Requires Python 3 with pycryptodome (pycrypto works too):
pip install pycryptodome
Then run from command line:
python FVI.py [-b=/path/to/biskeyfile] <dumpfile> biskeyfile must contain the following lines: BIS Key 2 (crypt): <32-digit hex key> BIS Key 2 (tweak): <32-digit hex key> omit -b if System partition already decrypted (eg. dumped with HacDiskMount) dumpfile must be NAND dump (eg. Hekate rawnand.bin dump) or System partition
Tested under Windows 10 with Anaconda Python 3.6.5 and Ubuntu 16.04 LTS with Python 3.5.2.
Until now, this could only be done by manually checking the files in that folder after mounting with HacDiskMount or memloader then either comparing to an existing list or decrypting and inspecting each .nca file with hactool in search of the System Version Title.
This program consults a hard-coded file list obtained using these techniques. It will be updated as future firmware versions are released to keep it fast and low on dependencies.
Most recent boot time is determined by examining the modify date on the system save
8000000000000060 'SslSave' which my testing showed is modified on every boot.

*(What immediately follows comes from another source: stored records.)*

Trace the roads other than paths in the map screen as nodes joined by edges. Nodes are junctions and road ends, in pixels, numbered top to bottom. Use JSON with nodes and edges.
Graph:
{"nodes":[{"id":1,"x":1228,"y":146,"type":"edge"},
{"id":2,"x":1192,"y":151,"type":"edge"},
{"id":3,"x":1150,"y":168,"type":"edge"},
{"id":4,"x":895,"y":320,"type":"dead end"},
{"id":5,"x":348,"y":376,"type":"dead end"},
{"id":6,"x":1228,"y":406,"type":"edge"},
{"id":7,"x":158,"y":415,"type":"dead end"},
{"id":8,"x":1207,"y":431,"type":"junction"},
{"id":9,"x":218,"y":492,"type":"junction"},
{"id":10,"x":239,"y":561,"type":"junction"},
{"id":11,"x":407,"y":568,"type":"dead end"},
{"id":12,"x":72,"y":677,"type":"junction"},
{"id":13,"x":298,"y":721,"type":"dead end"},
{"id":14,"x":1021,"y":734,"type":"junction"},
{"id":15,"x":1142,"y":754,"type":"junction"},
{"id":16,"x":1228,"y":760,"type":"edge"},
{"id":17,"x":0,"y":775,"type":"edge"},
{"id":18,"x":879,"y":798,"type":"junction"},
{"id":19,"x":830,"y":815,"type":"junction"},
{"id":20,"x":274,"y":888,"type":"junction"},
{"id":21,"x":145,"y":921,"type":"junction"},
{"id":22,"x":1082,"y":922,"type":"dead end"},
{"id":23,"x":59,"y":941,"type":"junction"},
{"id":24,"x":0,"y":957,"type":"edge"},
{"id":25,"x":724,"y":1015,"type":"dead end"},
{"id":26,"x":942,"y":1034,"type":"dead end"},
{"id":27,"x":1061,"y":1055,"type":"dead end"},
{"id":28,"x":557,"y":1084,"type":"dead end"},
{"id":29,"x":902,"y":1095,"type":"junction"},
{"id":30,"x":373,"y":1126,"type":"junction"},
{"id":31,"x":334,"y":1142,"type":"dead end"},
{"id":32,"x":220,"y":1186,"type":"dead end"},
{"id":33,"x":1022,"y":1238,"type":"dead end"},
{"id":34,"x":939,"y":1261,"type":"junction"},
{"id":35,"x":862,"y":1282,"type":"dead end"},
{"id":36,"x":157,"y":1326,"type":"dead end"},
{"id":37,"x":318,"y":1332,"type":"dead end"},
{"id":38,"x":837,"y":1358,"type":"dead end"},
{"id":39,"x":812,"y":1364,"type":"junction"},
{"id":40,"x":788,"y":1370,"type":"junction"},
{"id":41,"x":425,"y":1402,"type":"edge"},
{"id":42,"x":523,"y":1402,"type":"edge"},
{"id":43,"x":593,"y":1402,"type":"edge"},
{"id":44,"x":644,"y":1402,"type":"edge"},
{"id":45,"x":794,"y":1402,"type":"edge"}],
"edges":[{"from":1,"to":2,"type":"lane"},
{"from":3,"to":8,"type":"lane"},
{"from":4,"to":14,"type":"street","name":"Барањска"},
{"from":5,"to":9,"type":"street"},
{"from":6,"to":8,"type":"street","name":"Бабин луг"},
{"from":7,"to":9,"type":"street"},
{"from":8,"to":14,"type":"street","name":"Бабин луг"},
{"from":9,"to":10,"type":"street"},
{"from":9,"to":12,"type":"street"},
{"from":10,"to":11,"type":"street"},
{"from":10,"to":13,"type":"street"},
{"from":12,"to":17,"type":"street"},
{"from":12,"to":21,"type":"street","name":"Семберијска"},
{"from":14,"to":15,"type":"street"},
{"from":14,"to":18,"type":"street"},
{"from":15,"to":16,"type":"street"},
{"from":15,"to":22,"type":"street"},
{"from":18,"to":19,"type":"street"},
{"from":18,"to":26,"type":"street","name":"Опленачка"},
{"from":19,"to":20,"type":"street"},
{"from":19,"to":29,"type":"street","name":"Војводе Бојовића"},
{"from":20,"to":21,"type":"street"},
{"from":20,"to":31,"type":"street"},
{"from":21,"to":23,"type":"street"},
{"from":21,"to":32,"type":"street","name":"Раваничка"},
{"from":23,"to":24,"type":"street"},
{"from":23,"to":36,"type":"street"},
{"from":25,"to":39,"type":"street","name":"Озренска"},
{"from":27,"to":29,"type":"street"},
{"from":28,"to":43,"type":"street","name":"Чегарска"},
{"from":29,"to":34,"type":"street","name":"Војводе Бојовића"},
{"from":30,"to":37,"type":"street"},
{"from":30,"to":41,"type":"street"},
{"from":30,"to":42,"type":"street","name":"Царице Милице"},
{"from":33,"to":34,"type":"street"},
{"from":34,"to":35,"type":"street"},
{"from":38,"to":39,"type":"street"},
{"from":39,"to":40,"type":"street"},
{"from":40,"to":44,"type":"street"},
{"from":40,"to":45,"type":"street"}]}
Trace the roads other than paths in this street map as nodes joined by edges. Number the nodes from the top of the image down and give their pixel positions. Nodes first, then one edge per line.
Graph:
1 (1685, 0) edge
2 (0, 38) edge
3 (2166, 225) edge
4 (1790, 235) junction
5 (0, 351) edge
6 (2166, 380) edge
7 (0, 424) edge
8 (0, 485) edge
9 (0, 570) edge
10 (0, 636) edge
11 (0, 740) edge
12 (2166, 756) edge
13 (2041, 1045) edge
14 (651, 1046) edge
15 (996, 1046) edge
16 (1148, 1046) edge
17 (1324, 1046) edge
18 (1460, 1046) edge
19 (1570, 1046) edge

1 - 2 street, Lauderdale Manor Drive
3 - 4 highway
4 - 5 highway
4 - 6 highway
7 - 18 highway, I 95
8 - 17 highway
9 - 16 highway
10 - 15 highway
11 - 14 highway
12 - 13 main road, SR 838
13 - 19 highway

Note: This script detects exFAT by looking for
010000000000081B which means that a 'hacked' exFAT implementation that only patches
0100000000000819 will not register as a dump containing exFAT. This is by design to keep the script fast and simple by avoiding decryption of system titles.
Big thanks to the Wikipedia entry on FAT layout :) - being able to read the dump disjointly means
FVI only needs to fetch and decrypt a small handful of clusters rather than the entire 2 or 32GB file!